WORK REQUEST » In the records below, which lines include "Ridge"? Copy them.
*** RECORDS SHOWN ***
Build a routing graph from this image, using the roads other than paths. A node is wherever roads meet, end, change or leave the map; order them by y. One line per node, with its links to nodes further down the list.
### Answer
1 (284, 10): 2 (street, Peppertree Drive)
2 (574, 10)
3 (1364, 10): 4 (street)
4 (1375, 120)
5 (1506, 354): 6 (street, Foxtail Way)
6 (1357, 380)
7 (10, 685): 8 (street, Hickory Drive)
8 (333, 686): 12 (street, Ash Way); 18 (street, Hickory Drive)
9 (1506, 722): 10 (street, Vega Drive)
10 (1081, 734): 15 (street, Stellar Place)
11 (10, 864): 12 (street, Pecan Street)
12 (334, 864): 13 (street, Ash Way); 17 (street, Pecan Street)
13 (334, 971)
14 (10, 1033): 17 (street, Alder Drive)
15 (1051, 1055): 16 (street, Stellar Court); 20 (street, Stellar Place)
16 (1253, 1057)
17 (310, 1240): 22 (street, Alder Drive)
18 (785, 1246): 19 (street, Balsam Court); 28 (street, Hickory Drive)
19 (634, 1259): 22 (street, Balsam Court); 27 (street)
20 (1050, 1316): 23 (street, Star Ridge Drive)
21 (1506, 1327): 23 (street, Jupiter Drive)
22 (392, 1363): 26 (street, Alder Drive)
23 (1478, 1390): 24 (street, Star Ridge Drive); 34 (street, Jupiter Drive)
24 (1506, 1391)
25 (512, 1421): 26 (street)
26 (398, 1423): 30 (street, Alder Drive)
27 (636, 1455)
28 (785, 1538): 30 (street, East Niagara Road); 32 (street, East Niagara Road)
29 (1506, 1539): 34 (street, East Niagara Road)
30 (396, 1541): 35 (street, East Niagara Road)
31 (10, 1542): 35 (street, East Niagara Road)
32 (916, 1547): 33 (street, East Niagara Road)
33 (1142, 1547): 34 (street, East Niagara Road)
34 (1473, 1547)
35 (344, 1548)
*** End of RECORDS SHOWN ***
SOLUTION BELOW »
20 (1050, 1316): 23 (street, Star Ridge Drive)
23 (1478, 1390): 24 (street, Star Ridge Drive); 34 (street, Jupiter Drive)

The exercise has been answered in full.